Le Conseil constitutionnel, dans sa décision n° 2017-687 QPC du 2 février 2018 (Droit à l’image des domaines nationaux), Association Wikimédia France et a., reconnaissait la constitutionnalité de l’article L. 621-42 du code du patrimoine, susmentionné, dans sa rédaction issue de la loi n° 2016-925 du 7 juillet 2016. Le conseil constitutionnel y mettait en balance la protection dudit patrimoine avec la liberté du commerce et de l’industrie dans des conditions qui évoquent le lointain arrêt Daudignac (CE, Assemblée, 22 juin 1951, Daudignac, n° 00590, rec. p. 362).
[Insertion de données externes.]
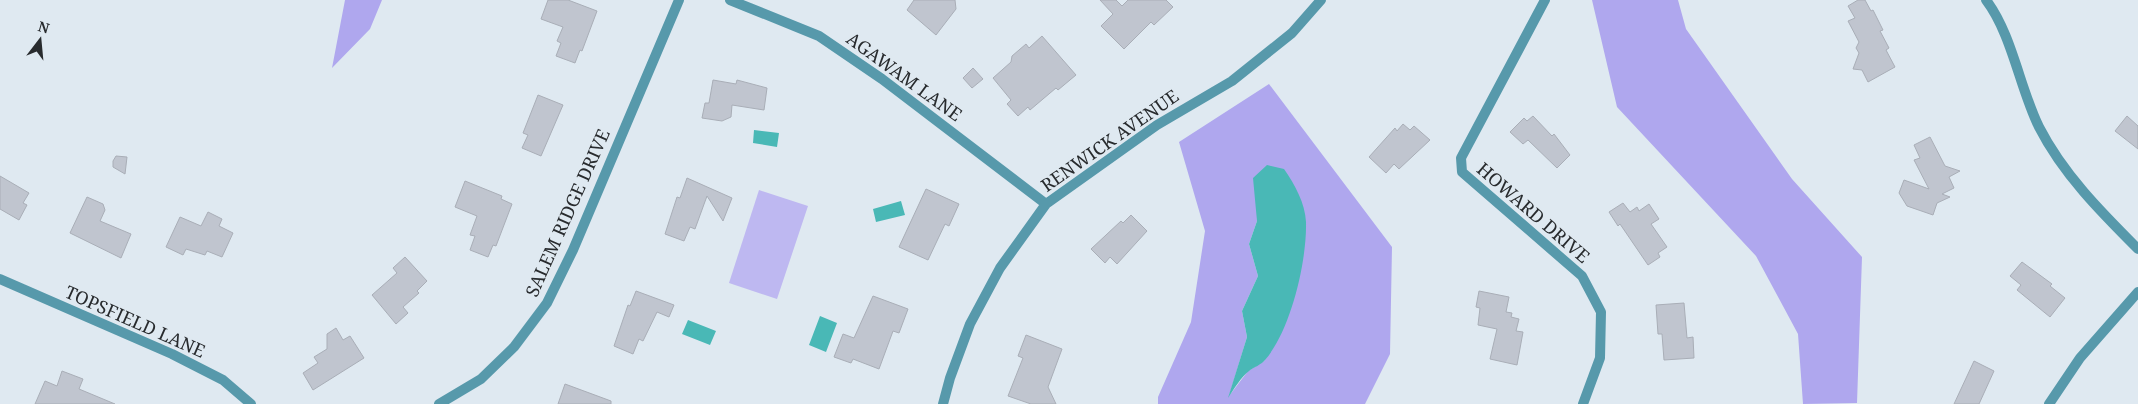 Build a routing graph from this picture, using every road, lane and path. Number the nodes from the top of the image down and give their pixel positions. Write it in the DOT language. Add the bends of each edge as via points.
graph roads {
  1 [pos="679,0"];
  2 [pos="730,0"];
  3 [pos="1321,0"];
  4 [pos="1545,0"];
  5 [pos="1986,0"];
  6 [pos="1046,204"];
  7 [pos="2138,249"];
  8 [pos="0,279"];
  9 [pos="2138,292"];
  10 [pos="251,404"];
  11 [pos="439,404"];
  12 [pos="943,404"];
  13 [pos="1583,404"];
  14 [pos="2049,404"];
  1 -- 11 [label="street, SALEM RIDGE DRIVE" via="573,250 547,303 514,347 481,379"];
  2 -- 6 [label="street, AGAWAM LANE" via="819,36 882,79"];
  3 -- 6 [label="street, RENWICK AVENUE" via="1292,32 1232,81 1157,124"];
  4 -- 13 [label="street, HOWARD DRIVE" via="1461,158 1461,167 1462,172 1582,276 1601,312 1600,358"];
  5 -- 7 [label="street" via="2008,44 2039,128 2065,169 2097,209"];
  6 -- 12 [label="street, RENWICK AVENUE" via="1000,268 970,324"];
  8 -- 10 [label="street, TOPSFIELD LANE" via="172,354 223,380"];
  9 -- 14 [label="street" via="2080,358"];
}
Autre point : s’il s’agit de statuer sur la responsabilité qu’une personne privée peut avoir encourue à l’égard d’une collectivité publique, alors c’est au juge judiciaire d’en connaître (Tribunal des conflits, 12 avril 1976, Société des Etablissements Mehut, n° 02014, p. 698), sauf texte législatif spécial. Il en résulte que si le débat venait à être porté sur le préjudice subi, du fait de cette publicité, par le domaine de Chambord, alors le juge administratif n’était pas compétent pour en connaître.
Il n’en demeure pas moins que la démarche de l’EP gérant le domaine national de Chambord semblait fondée en droit. Ainsi dans un arrêt Commune de Tours, le CE (29 octobre 2012, n° 341173, rec. p. 368) posait-il que :
« 1) L’autorité chargée de la gestion du domaine public peut autoriser une personne privée à utiliser une dépendance de son domaine public mobilier en vue d’exercer une activité économique, à la condition que cette utilisation soit compatible avec son affectation et sa conservation. La décision de refuser une telle autorisation, que l’administration n’est jamais tenue d’accorder, n’est pas susceptible, par elle-même, de porter atteinte à la liberté du commerce et de l’industrie, dont le respect implique, d’une part, que les personnes publiques n’apportent pas aux activités de production, de distribution ou de services exercées par des tiers des restrictions qui ne seraient pas justifiées par l’intérêt général et proportionnées à l’objectif poursuivi et, d’autre part, qu’elles ne puissent prendre elles-mêmes en charge une activité économique sans justifier d’un intérêt public.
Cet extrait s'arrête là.